How to Reliably Test Stripe Checkout with Laravel Dusk

A client came to us a while back with a Laravel subscription app that was bleeding money. Users would go through the Stripe checkout, their card would be charged, but the app wouldn’t grant them access. Total mess. Their previous developer insisted that you couldn’t reliably test Stripe with Dusk because of the webhooks. He was wrong.

Testing payment flows isn’t optional. It’s the most critical part of the whole machine. Stripe Checkout and the Customer Portal are fantastic tools, but they work asynchronously. When a user subscribes, Stripe pings your application via a webhook to confirm the payment. If your test suite doesn’t account for that, your tests will fail every single time, making you think your code is broken when it’s really your testing setup that’s failing.

The Right Way to Test Stripe with Dusk

The core of the problem is getting the Stripe CLI to run during your Dusk test suite. Without it, Stripe has no way to forward webhooks to your local test environment. My first attempt at this was a blind spot—I treated the Stripe checkout like a simple form submission. The test would navigate to Stripe, fill in the details, submit, and then… nothing. The app’s state never updated because the webhook never arrived. A total nightmare to debug the first time.
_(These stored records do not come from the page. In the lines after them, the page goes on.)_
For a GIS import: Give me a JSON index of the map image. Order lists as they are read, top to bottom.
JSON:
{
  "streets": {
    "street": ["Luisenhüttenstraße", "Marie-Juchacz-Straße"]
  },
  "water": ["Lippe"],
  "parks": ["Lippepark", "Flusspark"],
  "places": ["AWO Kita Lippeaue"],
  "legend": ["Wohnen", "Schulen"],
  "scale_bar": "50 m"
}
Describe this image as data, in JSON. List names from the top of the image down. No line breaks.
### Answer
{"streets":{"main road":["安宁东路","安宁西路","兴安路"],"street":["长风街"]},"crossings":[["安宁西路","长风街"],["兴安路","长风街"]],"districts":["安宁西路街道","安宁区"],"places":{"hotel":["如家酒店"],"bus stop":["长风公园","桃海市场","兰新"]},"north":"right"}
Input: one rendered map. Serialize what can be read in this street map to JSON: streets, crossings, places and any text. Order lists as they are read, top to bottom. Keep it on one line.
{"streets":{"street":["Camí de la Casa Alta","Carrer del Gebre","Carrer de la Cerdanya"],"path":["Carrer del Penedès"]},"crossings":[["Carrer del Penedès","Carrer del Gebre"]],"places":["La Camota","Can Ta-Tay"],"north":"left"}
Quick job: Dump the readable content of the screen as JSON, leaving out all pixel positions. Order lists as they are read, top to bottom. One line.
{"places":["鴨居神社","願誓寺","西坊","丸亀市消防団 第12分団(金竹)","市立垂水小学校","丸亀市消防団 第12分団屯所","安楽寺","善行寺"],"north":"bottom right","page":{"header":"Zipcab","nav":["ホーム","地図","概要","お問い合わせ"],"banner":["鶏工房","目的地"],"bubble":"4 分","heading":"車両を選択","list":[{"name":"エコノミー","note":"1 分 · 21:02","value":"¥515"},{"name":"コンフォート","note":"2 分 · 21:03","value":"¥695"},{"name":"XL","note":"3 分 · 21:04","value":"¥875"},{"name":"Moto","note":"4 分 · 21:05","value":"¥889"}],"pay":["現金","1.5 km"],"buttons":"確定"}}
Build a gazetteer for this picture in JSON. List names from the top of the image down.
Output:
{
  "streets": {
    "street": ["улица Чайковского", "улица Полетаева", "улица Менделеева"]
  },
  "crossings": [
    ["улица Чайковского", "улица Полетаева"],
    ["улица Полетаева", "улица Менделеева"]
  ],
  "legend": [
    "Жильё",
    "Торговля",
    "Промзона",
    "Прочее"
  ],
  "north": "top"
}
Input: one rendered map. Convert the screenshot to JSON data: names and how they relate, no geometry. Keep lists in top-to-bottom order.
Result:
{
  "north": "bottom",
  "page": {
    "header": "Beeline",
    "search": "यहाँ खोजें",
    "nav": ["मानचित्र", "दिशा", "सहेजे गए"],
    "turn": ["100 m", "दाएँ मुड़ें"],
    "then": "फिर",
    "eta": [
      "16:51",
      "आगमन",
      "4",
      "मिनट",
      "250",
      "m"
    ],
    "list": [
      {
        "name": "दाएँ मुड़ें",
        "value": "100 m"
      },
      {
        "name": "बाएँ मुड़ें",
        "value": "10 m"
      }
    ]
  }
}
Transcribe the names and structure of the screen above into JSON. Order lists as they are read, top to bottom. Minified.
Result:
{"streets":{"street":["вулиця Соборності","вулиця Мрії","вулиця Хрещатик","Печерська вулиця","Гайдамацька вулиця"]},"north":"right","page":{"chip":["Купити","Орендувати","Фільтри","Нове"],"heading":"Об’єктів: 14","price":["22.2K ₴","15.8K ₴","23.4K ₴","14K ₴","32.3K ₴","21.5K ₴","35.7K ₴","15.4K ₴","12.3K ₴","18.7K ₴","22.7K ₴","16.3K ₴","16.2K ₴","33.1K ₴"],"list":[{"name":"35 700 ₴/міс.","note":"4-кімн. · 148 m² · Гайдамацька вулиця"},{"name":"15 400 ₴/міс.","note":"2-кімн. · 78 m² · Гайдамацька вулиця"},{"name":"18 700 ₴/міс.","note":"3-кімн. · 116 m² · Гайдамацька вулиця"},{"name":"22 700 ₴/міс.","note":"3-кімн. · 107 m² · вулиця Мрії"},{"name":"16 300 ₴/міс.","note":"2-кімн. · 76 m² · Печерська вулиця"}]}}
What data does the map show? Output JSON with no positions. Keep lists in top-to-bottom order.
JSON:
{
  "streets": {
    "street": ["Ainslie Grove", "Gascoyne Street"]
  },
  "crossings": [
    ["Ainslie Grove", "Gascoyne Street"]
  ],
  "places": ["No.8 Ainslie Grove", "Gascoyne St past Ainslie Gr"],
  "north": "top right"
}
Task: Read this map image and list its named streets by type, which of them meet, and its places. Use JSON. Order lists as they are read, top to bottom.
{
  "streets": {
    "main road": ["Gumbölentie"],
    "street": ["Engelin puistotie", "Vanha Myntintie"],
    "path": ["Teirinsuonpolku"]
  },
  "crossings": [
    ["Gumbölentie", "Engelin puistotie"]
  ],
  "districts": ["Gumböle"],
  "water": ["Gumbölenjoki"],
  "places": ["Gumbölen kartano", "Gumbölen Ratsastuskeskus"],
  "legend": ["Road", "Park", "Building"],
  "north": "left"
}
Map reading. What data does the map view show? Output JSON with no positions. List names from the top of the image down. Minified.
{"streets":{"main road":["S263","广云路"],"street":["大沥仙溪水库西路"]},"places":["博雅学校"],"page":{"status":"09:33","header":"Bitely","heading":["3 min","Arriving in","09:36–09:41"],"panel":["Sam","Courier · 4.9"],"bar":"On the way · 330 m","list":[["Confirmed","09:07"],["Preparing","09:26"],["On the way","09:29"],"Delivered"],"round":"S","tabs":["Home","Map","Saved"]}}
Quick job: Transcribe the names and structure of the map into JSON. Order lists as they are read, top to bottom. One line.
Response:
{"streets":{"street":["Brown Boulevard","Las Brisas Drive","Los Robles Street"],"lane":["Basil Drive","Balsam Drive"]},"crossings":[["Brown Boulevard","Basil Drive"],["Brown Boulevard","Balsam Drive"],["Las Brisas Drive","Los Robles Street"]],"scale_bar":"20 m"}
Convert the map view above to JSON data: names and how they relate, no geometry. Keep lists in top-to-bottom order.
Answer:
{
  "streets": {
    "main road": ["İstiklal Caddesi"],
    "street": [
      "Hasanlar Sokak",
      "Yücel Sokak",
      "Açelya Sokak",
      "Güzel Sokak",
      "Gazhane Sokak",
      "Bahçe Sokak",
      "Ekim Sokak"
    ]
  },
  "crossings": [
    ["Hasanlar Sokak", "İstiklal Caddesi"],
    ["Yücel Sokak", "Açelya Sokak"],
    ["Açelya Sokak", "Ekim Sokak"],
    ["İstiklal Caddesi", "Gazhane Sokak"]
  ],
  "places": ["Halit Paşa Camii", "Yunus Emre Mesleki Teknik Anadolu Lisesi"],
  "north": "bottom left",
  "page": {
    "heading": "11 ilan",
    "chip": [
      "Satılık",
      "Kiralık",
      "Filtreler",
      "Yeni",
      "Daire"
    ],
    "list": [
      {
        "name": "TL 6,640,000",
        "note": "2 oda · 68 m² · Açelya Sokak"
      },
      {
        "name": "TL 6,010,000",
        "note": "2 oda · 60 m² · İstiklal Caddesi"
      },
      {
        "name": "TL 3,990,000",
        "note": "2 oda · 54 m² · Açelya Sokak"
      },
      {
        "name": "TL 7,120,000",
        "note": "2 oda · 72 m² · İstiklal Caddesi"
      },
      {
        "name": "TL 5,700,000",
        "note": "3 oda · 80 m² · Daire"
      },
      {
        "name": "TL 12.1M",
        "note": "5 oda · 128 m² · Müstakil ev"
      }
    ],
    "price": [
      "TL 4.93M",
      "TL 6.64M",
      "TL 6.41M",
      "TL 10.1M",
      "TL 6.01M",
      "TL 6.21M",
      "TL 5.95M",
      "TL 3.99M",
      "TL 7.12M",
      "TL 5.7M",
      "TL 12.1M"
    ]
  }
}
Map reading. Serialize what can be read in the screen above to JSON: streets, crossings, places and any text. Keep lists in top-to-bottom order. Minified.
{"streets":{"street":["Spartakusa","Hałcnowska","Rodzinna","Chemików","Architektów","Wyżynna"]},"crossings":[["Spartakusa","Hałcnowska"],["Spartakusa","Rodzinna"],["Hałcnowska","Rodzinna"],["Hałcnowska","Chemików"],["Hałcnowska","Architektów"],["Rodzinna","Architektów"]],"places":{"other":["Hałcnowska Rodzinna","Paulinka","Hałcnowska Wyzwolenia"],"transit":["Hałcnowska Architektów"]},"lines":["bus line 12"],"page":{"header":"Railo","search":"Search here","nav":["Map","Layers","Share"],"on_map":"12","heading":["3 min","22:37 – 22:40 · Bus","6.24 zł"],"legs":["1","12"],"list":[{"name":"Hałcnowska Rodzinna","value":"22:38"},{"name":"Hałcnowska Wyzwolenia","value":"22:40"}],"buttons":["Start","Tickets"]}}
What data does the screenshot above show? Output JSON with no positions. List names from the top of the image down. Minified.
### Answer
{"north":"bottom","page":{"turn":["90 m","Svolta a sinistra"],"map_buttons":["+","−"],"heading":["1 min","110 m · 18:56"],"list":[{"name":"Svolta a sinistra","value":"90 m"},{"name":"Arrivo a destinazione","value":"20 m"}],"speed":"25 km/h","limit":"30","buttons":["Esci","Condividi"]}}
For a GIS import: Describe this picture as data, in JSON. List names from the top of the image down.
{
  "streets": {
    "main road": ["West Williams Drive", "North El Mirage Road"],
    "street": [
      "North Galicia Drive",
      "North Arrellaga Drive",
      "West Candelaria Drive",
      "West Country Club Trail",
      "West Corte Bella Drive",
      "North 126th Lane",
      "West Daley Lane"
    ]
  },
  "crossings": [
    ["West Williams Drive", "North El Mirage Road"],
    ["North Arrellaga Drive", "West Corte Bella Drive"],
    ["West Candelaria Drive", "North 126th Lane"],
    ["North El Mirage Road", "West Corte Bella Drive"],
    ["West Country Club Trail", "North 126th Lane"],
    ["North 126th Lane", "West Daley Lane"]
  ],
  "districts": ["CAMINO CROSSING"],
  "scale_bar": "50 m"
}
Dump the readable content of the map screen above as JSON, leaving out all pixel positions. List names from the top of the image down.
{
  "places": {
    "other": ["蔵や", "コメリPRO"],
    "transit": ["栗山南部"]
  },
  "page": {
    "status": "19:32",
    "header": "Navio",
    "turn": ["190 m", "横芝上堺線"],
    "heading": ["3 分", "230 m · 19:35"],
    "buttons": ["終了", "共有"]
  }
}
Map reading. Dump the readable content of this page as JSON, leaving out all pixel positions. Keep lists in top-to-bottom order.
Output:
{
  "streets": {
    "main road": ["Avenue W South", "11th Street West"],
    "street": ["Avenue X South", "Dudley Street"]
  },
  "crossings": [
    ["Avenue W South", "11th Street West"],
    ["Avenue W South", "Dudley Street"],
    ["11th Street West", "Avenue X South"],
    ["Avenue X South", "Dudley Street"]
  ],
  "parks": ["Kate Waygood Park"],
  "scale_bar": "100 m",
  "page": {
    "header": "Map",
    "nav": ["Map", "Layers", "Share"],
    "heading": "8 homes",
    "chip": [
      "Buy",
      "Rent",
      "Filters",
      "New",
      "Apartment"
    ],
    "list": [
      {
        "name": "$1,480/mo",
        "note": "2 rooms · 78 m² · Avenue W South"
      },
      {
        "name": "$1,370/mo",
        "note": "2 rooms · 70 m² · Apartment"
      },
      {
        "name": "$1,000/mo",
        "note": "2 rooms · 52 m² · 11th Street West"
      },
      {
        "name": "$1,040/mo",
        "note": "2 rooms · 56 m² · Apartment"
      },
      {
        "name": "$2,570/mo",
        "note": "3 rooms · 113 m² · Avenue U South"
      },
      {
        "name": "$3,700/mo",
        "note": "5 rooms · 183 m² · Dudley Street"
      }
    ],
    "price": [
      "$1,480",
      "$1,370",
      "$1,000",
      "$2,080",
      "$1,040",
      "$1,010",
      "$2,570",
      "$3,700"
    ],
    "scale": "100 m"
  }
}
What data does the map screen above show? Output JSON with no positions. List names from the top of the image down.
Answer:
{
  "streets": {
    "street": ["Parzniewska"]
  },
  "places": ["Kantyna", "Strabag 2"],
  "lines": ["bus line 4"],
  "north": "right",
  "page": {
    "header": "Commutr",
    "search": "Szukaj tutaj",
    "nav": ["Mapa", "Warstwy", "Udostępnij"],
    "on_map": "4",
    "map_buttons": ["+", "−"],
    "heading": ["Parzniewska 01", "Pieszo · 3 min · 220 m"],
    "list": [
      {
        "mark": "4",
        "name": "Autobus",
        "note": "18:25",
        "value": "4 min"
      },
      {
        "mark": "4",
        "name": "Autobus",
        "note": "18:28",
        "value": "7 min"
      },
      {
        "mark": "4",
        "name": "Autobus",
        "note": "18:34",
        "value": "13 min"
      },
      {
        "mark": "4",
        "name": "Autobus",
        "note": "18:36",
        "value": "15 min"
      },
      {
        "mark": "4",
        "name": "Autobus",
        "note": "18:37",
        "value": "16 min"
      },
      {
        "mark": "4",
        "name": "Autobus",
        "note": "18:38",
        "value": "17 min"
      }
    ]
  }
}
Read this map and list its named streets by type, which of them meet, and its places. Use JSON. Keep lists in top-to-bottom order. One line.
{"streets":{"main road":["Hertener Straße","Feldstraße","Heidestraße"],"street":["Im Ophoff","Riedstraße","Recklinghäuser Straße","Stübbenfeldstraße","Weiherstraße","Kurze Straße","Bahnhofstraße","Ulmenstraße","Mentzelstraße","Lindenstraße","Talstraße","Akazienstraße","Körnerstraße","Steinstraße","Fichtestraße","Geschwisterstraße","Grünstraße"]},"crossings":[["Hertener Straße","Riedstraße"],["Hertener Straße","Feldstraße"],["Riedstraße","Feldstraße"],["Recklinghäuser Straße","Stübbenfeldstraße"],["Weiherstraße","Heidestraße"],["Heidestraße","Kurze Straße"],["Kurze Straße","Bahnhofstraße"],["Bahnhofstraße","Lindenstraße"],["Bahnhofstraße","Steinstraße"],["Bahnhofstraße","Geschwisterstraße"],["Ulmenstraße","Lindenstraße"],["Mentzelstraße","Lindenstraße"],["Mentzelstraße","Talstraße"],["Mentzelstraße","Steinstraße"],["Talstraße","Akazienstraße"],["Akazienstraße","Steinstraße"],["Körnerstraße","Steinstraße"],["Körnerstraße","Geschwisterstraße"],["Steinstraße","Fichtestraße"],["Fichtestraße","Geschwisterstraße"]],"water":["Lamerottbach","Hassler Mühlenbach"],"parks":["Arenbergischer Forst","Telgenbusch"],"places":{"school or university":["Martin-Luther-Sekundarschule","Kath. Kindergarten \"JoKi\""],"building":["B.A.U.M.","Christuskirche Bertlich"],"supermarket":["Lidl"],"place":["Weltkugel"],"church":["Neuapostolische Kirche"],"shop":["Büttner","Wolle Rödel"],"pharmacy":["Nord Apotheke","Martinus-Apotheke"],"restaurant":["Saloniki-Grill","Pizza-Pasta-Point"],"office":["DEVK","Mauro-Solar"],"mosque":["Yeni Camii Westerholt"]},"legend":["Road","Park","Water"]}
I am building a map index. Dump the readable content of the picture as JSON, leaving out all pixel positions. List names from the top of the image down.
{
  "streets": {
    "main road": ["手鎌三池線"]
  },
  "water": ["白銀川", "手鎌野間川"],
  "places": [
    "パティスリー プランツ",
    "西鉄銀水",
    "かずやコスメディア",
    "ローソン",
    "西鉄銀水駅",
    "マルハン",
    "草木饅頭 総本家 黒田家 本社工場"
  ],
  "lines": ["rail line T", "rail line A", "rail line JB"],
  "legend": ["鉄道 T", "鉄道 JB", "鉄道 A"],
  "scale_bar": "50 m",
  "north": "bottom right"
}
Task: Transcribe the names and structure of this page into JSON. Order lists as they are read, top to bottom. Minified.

The real fix is to manage the Stripe CLI as a background process directly within your test case. You start it before your tests run and kill it when they’re done. Simple. Trust me on this, it saves hours of headaches. The original idea for this approach comes from a great post over at carlalexander.ca, but I’ve tweaked it for our agency’s standard practices.

namespace Tests\Browser;

use Symfony\Component\Process\Process;
use Tests\DuskTestCase;

class StripeTest extends DuskTestCase
{
    /**
     * @var Process
     */
    private $process;

    protected function setUp(): void
    {
        parent::setUp();

        // Start the Stripe CLI to listen for webhooks
        $this->process = new Process([
            'stripe', 'listen', 
            '--api-key', env('STRIPE_SECRET'), 
            '--forward-to', sprintf('%s/stripe/webhook', env('APP_URL'))
        ]);
        $this->process->start();

        // Give it a second to boot up.
        sleep(3); 
    }

    protected function tearDown(): void
    {
        parent::tearDown();

        // Stop the process
        $this->process->stop();
    }
}

Here’s the kicker: this code uses the Symfony Process component to run `stripe listen` in the background. The `setUp()` method fires it up before a test begins, and `tearDown()` shuts it down. This ensures that for every test in this class, your application can receive webhooks from Stripe, just like it would in production. The little `sleep(3)` is important; sometimes the process needs a moment to initialize properly before Dusk plows ahead.

So, What’s the Point?

Automating your payment gateway tests isn’t a “nice-to-have.” It’s fundamental. When you manually test, you’re just hoping you don’t miss anything. An automated suite gives you a repeatable guarantee that your integration works. This setup gives you a solid foundation for writing tests that cover:

  • Successful subscription creations.
  • Subscription cancellations via the customer portal.
  • Handling failed payments and the resulting webhooks.

Look, this stuff gets complicated fast. If you’re tired of debugging someone else’s mess and just want your site to work, drop my team a line. We’ve probably seen it before.

Stop skipping your payment tests because they seem too complex. A few lines of setup code are all that stands between you and a rock-solid, fully-tested billing system. Now you have no excuse.